Durante la Belle Époque, que prolongaría el s.XIX hasta la Gran Guerra y la caída del Imperio Austrohúngaro, entre la alta burguesía y la aristocracia, proliferó la fama de las grandes divas del ballet y de la ópera, en particular la de aquellas que alcanzaron en su arte un grado más allá de la excelencia, algo que rondaría con lo sobrenatural o lo divino, y que las destacaba muy por encima de sus otras competidoras. Su fama atravesaba de Europa a América, e incluía, por supuesto, a la Rusia zarista. Estas divas reinaron en paralelo a las cabezas coronadas de la realeza.





Tal fue el caso de la bailarina clásica Marie Taglione, nacida en Suecia e hija de un coreógrafo italiano. Marie inició el modo de bailar “en pointes” e inventó –probablemente su progenitor– un nuevo estilo, con sus delicados “arabesques”, que cambió la manera de bailar en pleno Romanticismo. También fue Marie Taglione la primera bailarina en utilizar un leve tul blanco a manera de falda flotante que, con el tiempo, y más corto, se convertiría en el clásico tutú. Debutó en Viena en 1822, representando “La Silphide”, coreografía de su padre Fillippo Taglione, en la Opera de París, y a partir de 1837 y hasta su retirada de las tablas, bailó en el Ballet Imperial de San Petersburgo. Tan grande era la veneración que le profesaron sus admiradores rusos que una noche cocinaron un par de sus zapatillas de baile y después compartieron tan demente sopicaldo, como se lee en las “Memorias literarias” de Dimitri Grigoróvich. (Ed. Nevsky Prospects 2010).

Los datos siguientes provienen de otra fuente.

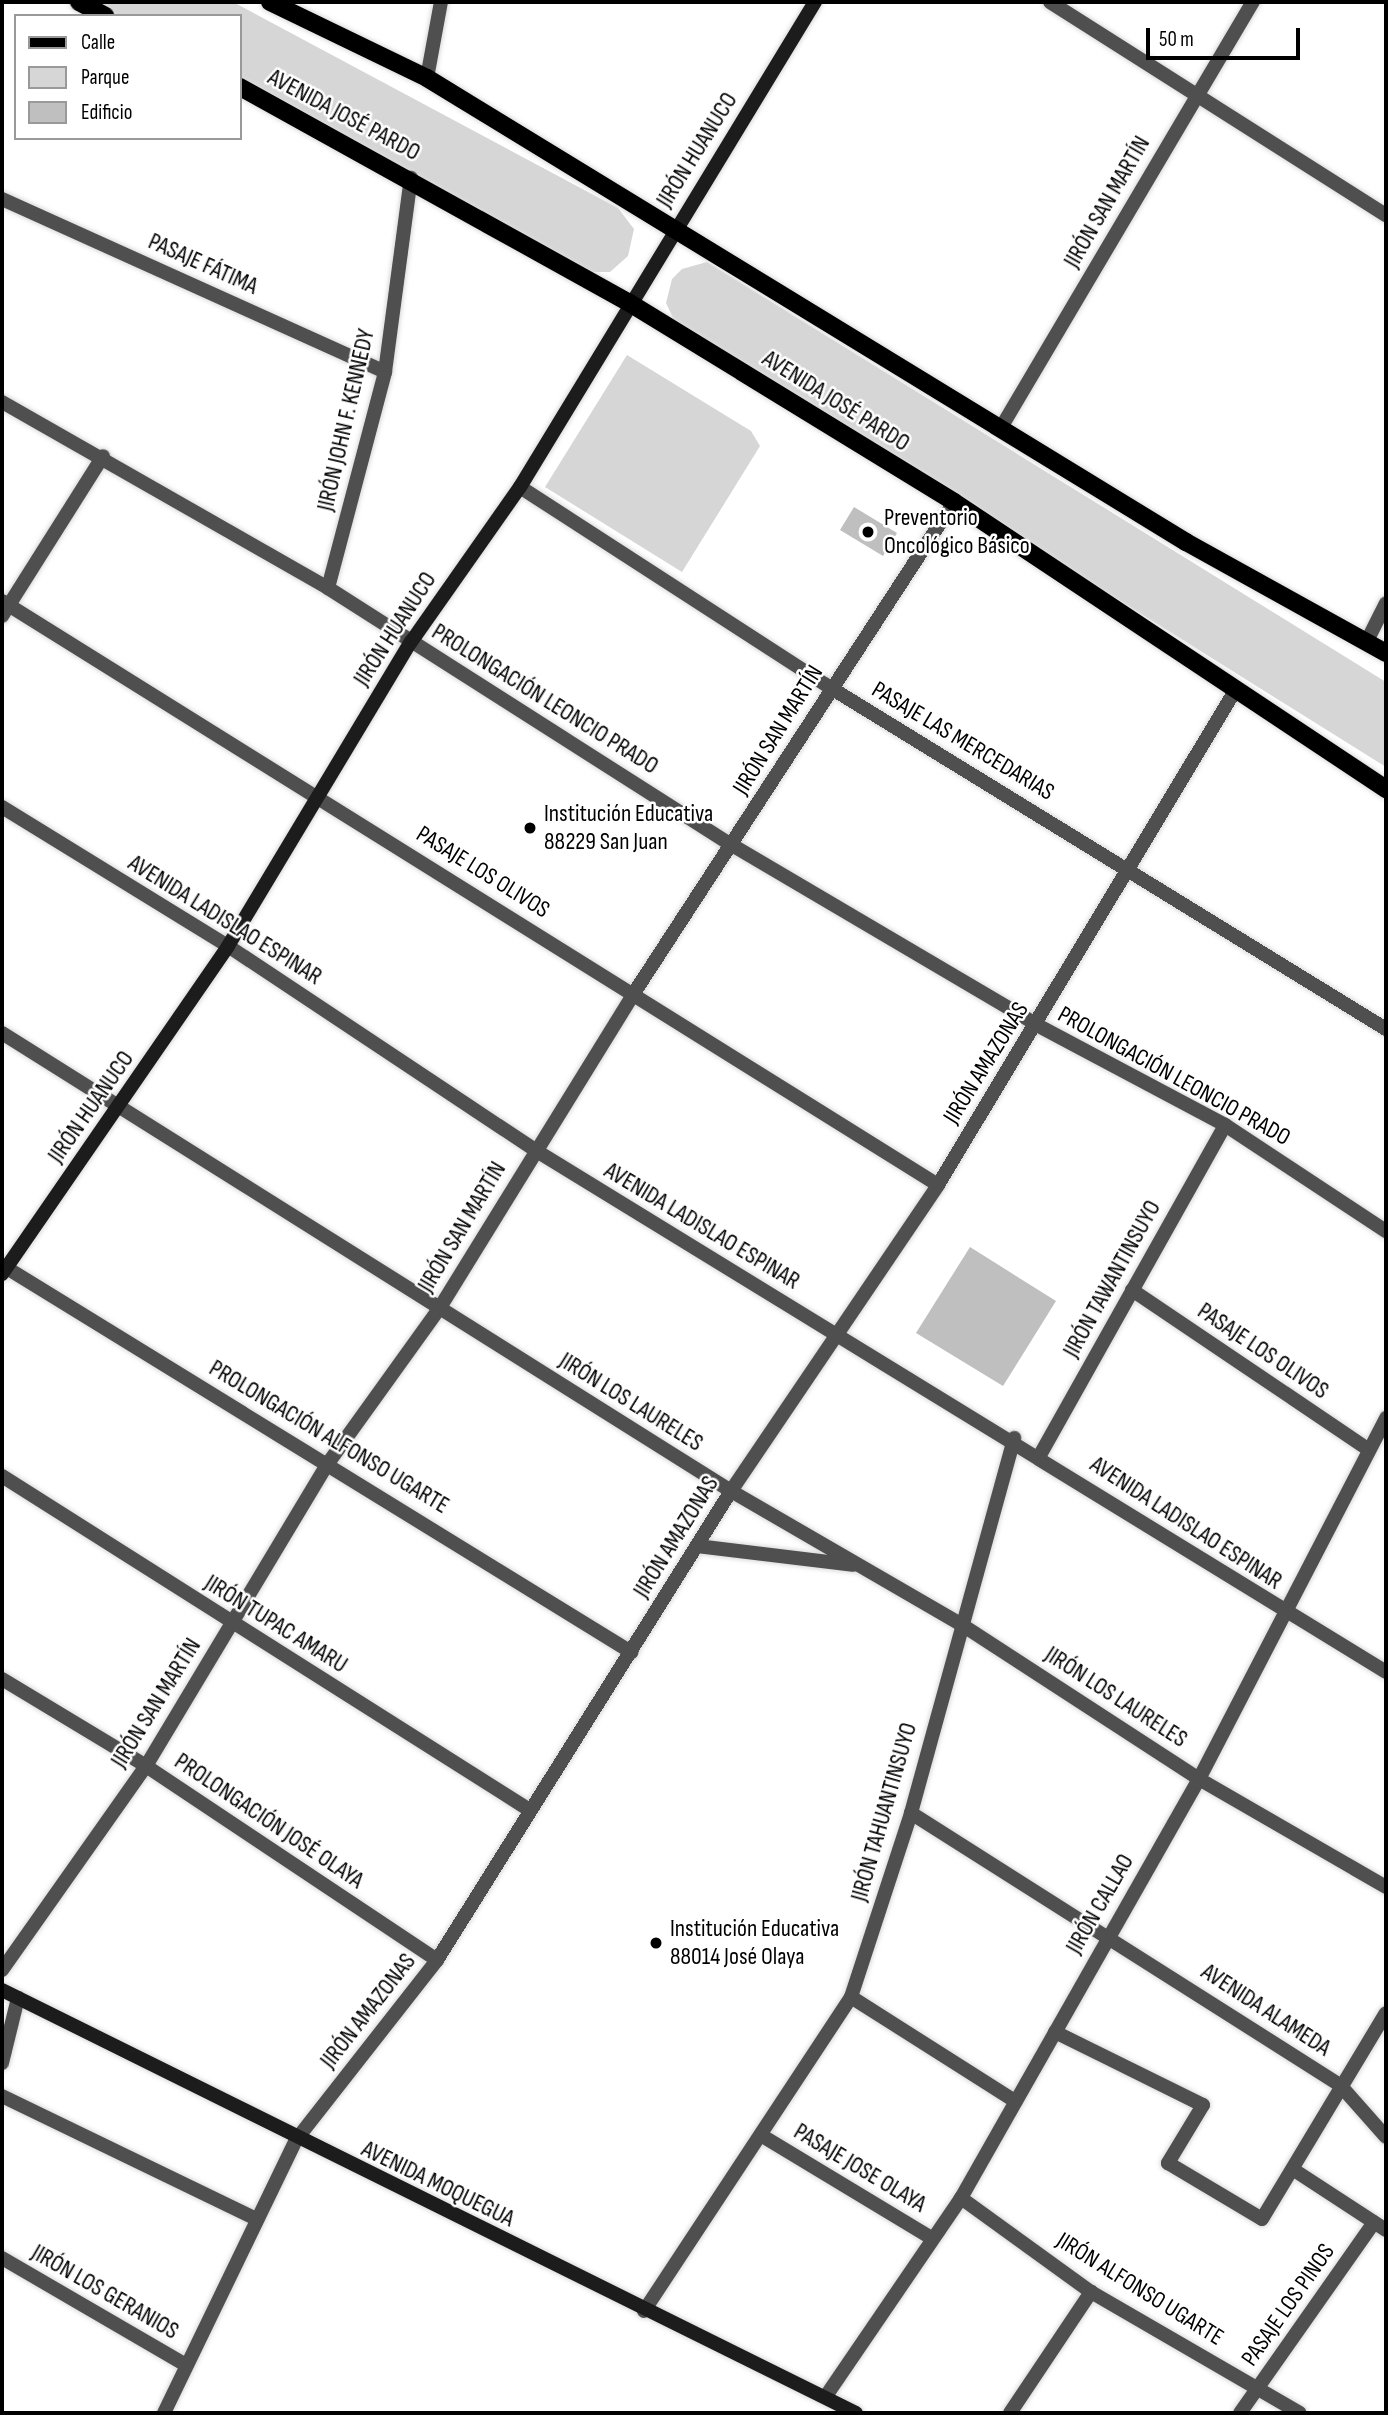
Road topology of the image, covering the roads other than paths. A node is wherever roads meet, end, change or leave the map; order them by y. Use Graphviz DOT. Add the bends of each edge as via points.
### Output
graph roads {
  1 [pos="79,2"];
  2 [pos="270,2"];
  3 [pos="441,2"];
  4 [pos="815,2"];
  5 [pos="1050,2"];
  6 [pos="1253,2"];
  7 [pos="101,14"];
  8 [pos="427,78"];
  9 [pos="242,88"];
  10 [pos="1195,96"];
  11 [pos="411,178"];
  12 [pos="2,199"];
  13 [pos="1386,215"];
  14 [pos="676,228"];
  15 [pos="628,302"];
  16 [pos="385,372"];
  17 [pos="2,402"];
  18 [pos="1002,426"];
  19 [pos="103,456"];
  20 [pos="520,487"];
  21 [pos="954,502"];
  22 [pos="328,588"];
  23 [pos="1386,603"];
  24 [pos="4,607"];
  25 [pos="1367,640"];
  26 [pos="411,642"];
  27 [pos="1386,653"];
  28 [pos="831,688"];
  29 [pos="1236,689"];
  30 [pos="1386,789"];
  31 [pos="318,796"];
  32 [pos="2,807"];
  33 [pos="732,845"];
  34 [pos="1132,870"];
  35 [pos="228,946"];
  36 [pos="634,993"];
  37 [pos="1037,1025"];
  38 [pos="1386,1029"];
  39 [pos="2,1033"];
  40 [pos="122,1104"];
  41 [pos="1225,1125"];
  42 [pos="535,1150"];
  43 [pos="938,1185"];
  44 [pos="1386,1231"];
  45 [pos="3,1269"];
  46 [pos="1132,1290"];
  47 [pos="439,1309"];
  48 [pos="838,1335"];
  49 [pos="1386,1418"];
  50 [pos="1014,1438"];
  51 [pos="1369,1450"];
  52 [pos="1040,1455"];
  53 [pos="329,1462"];
  54 [pos="2,1476"];
  55 [pos="731,1492"];
  56 [pos="697,1546"];
  57 [pos="861,1566"];
  58 [pos="1284,1615"];
  59 [pos="232,1623"];
  60 [pos="959,1623"];
  61 [pos="631,1651"];
  62 [pos="1386,1672"];
  63 [pos="2,1679"];
  64 [pos="146,1766"];
  65 [pos="1199,1779"];
  66 [pos="528,1809"];
  67 [pos="911,1813"];
  68 [pos="1386,1887"];
  69 [pos="1108,1935"];
  70 [pos="436,1960"];
  71 [pos="2,1970"];
  72 [pos="2,1990"];
  73 [pos="850,1997"];
  74 [pos="18,1998"];
  75 [pos="1386,2013"];
  76 [pos="1055,2032"];
  77 [pos="2,2063"];
  78 [pos="1340,2085"];
  79 [pos="2,2096"];
  80 [pos="1013,2100"];
  81 [pos="764,2137"];
  82 [pos="1386,2137"];
  83 [pos="296,2140"];
  84 [pos="1294,2170"];
  85 [pos="961,2198"];
  86 [pos="257,2219"];
  87 [pos="1380,2226"];
  88 [pos="933,2239"];
  89 [pos="2,2258"];
  90 [pos="1091,2292"];
  91 [pos="644,2311"];
  92 [pos="186,2365"];
  93 [pos="1258,2387"];
  94 [pos="826,2396"];
  95 [pos="164,2413"];
  96 [pos="856,2413"];
  97 [pos="1010,2413"];
  98 [pos="1240,2413"];
  99 [pos="1300,2413"];
  1 -- 7 [label="main road"];
  2 -- 8 [label="main road"];
  3 -- 8 [label="street"];
  4 -- 14 [label="main road, JIRÓN HUANUCO"];
  5 -- 10 [label="street"];
  6 -- 10 [label="street, JIRÓN SAN MARTÍN"];
  8 -- 14 [label="main road"];
  9 -- 11 [label="main road, AVENIDA JOSÉ PARDO"];
  10 -- 13 [label="street"];
  10 -- 18 [label="street, JIRÓN SAN MARTÍN"];
  11 -- 15 [label="main road, AVENIDA JOSÉ PARDO"];
  11 -- 16 [label="street, JIRÓN JOHN F. KENNEDY"];
  12 -- 16 [label="street, PASAJE FÁTIMA"];
  14 -- 15 [label="main road, JIRÓN HUANUCO"];
  14 -- 18 [label="main road"];
  15 -- 20 [label="main road, JIRÓN HUANUCO"];
  15 -- 21 [label="main road, AVENIDA JOSÉ PARDO"];
  16 -- 22 [label="street, JIRÓN JOHN F. KENNEDY"];
  17 -- 19 [label="street, PROLONGACIÓN LEONCIO PRADO"];
  18 -- 25 [label="main road" via="1186,542"];
  19 -- 22 [label="street, PROLONGACIÓN LEONCIO PRADO"];
  19 -- 24 [label="street"];
  20 -- 26 [label="main road, JIRÓN HUANUCO"];
  20 -- 28 [label="street, PASAJE LAS MERCEDARIAS"];
  21 -- 28 [label="street, JIRÓN SAN MARTÍN"];
  21 -- 29 [label="main road, AVENIDA JOSÉ PARDO"];
  22 -- 26 [label="street, PROLONGACIÓN LEONCIO PRADO"];
  23 -- 25 [label="street"];
  24 -- 31 [label="street, PASAJE LOS OLIVOS"];
  25 -- 27 [label="main road"];
  26 -- 31 [label="main road, JIRÓN HUANUCO"];
  26 -- 33 [label="street, PROLONGACIÓN LEONCIO PRADO"];
  28 -- 33 [label="street, JIRÓN SAN MARTÍN"];
  28 -- 34 [label="street, PASAJE LAS MERCEDARIAS"];
  29 -- 30 [label="main road, AVENIDA JOSÉ PARDO"];
  29 -- 34 [label="street, JIRÓN AMAZONAS"];
  31 -- 35 [label="main road, JIRÓN HUANUCO"];
  31 -- 36 [label="street, PASAJE LOS OLIVOS"];
  32 -- 35 [label="street, AVENIDA LADISLAO ESPINAR"];
  33 -- 36 [label="street, JIRÓN SAN MARTÍN"];
  33 -- 37 [label="street, PROLONGACIÓN LEONCIO PRADO"];
  34 -- 37 [label="street, JIRÓN AMAZONAS"];
  34 -- 38 [label="street, PASAJE LAS MERCEDARIAS"];
  35 -- 40 [label="main road, JIRÓN HUANUCO"];
  35 -- 42 [label="street, AVENIDA LADISLAO ESPINAR"];
  36 -- 42 [label="street, JIRÓN SAN MARTÍN"];
  36 -- 43 [label="street, PASAJE LOS OLIVOS"];
  37 -- 41 [label="street, PROLONGACIÓN LEONCIO PRADO"];
  37 -- 43 [label="street, JIRÓN AMAZONAS"];
  39 -- 40 [label="street, JIRÓN LOS LAURELES"];
  40 -- 45 [label="main road, JIRÓN HUANUCO"];
  40 -- 47 [label="street, JIRÓN LOS LAURELES"];
  41 -- 44 [label="street, PROLONGACIÓN LEONCIO PRADO"];
  41 -- 46 [label="street, JIRÓN TAWANTINSUYO"];
  42 -- 47 [label="street, JIRÓN SAN MARTÍN"];
  42 -- 48 [label="street, AVENIDA LADISLAO ESPINAR"];
  43 -- 48 [label="street, JIRÓN AMAZONAS"];
  45 -- 53 [label="street, PROLONGACIÓN ALFONSO UGARTE"];
  46 -- 51 [label="street, PASAJE LOS OLIVOS"];
  46 -- 52 [label="street, JIRÓN TAWANTINSUYO"];
  47 -- 53 [label="street, JIRÓN SAN MARTÍN"];
  47 -- 55 [label="street, JIRÓN LOS LAURELES"];
  48 -- 50 [label="street, AVENIDA LADISLAO ESPINAR"];
  48 -- 55 [label="street, JIRÓN AMAZONAS"];
  49 -- 51 [label="street, JIRÓN CALLAO"];
  50 -- 52 [label="street, AVENIDA LADISLAO ESPINAR"];
  50 -- 60 [label="street, JIRÓN TAHUANTINSUYO"];
  51 -- 58 [label="street, JIRÓN CALLAO"];
  52 -- 58 [label="street, AVENIDA LADISLAO ESPINAR"];
  53 -- 59 [label="street, JIRÓN SAN MARTÍN"];
  53 -- 61 [label="street, PROLONGACIÓN ALFONSO UGARTE"];
  54 -- 59 [label="street, JIRÓN TUPAC AMARU"];
  55 -- 56 [label="street, JIRÓN AMAZONAS"];
  55 -- 57 [label="street, JIRÓN LOS LAURELES"];
  56 -- 57 [label="street"];
  56 -- 61 [label="street, JIRÓN AMAZONAS"];
  57 -- 60 [label="street, JIRÓN LOS LAURELES"];
  58 -- 62 [label="street, AVENIDA LADISLAO ESPINAR"];
  58 -- 65 [label="street, JIRÓN CALLAO"];
  59 -- 64 [label="street, JIRÓN SAN MARTÍN"];
  59 -- 66 [label="street, JIRÓN TUPAC AMARU"];
  60 -- 65 [label="street, JIRÓN LOS LAURELES"];
  60 -- 67 [label="street, JIRÓN TAHUANTINSUYO"];
  61 -- 66 [label="street, JIRÓN AMAZONAS"];
  63 -- 64 [label="street, PROLONGACIÓN JOSÉ OLAYA"];
  64 -- 70 [label="street, PROLONGACIÓN JOSÉ OLAYA"];
  64 -- 71 [label="street, JIRÓN SAN MARTÍN"];
  65 -- 68 [label="street, JIRÓN LOS LAURELES"];
  65 -- 69 [label="street, JIRÓN CALLAO"];
  66 -- 70 [label="street, JIRÓN AMAZONAS"];
  67 -- 69 [label="street, AVENIDA ALAMEDA"];
  67 -- 73 [label="street, JIRÓN TAHUANTINSUYO"];
  69 -- 76 [label="street, JIRÓN CALLAO"];
  69 -- 78 [label="street, AVENIDA ALAMEDA"];
  70 -- 83 [label="street, JIRÓN AMAZONAS"];
  72 -- 74 [label="main road, AVENIDA MOQUEGUA"];
  73 -- 80 [label="street"];
  73 -- 81 [label="street, JIRÓN TAHUANTINSUYO"];
  74 -- 77 [label="street"];
  74 -- 83 [label="main road, AVENIDA MOQUEGUA"];
  75 -- 78 [label="street"];
  76 -- 80 [label="street, JIRÓN CALLAO"];
  76 -- 84 [label="street" via="1203,2105 1168,2163 1262,2219"];
  78 -- 82 [label="street, AVENIDA ALAMEDA"];
  78 -- 84 [label="street"];
  79 -- 86 [label="street"];
  80 -- 85 [label="street, JIRÓN CALLAO"];
  81 -- 88 [label="street, PASAJE JOSE OLAYA"];
  81 -- 91 [label="street, JIRÓN TAHUANTINSUYO"];
  83 -- 86 [label="street, JIRÓN AMAZONAS"];
  83 -- 91 [label="main road, AVENIDA MOQUEGUA"];
  84 -- 87 [label="street"];
  85 -- 88 [label="street, JIRÓN CALLAO"];
  85 -- 90 [label="street, JIRÓN ALFONSO UGARTE"];
  86 -- 92 [label="street, JIRÓN AMAZONAS"];
  87 -- 93 [label="street, PASAJE LOS PINOS"];
  88 -- 94 [label="street, JIRÓN CALLAO"];
  89 -- 92 [label="street, JIRÓN LOS GERANIOS"];
  90 -- 93 [label="street, JIRÓN ALFONSO UGARTE"];
  90 -- 97 [label="street"];
  91 -- 94 [label="main road, AVENIDA MOQUEGUA"];
  92 -- 95 [label="street, JIRÓN AMAZONAS"];
  93 -- 98 [label="street, PASAJE LOS PINOS"];
  93 -- 99 [label="street, JIRÓN ALFONSO UGARTE"];
  94 -- 96 [label="main road, AVENIDA MOQUEGUA"];
}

Aún mayor fue el encumbramiento de otra diva, algo posterior. Se trata de la cantante de ópera Adelina Patti, prima donna cuya vida está plagada de anécdotas que perfilan la composición de una máscara pública cincelada por la extravagancia, la arrogancia y el endiosamiento. La Patti ha sido la cantante de ópera que más ha cobrado por cantar en todos los tiempos. Adelina Patti, como la Taglione, fue formada por un padre profesional del oficio, el tenor Salvatore Patti, curiosamente también italiano. En este caso, la familia entera, madre y hermanas incluidas, se dedicaban al “bel canto”; Adelina se estrenó con apenas ocho años y cantó durante varias temporadas, presentada como niña prodigio, algo que sin lugar a dudas era. Con dieciséis debutó con Lucía de Lammermoor en la “Academy” de New York. Era el año 1859.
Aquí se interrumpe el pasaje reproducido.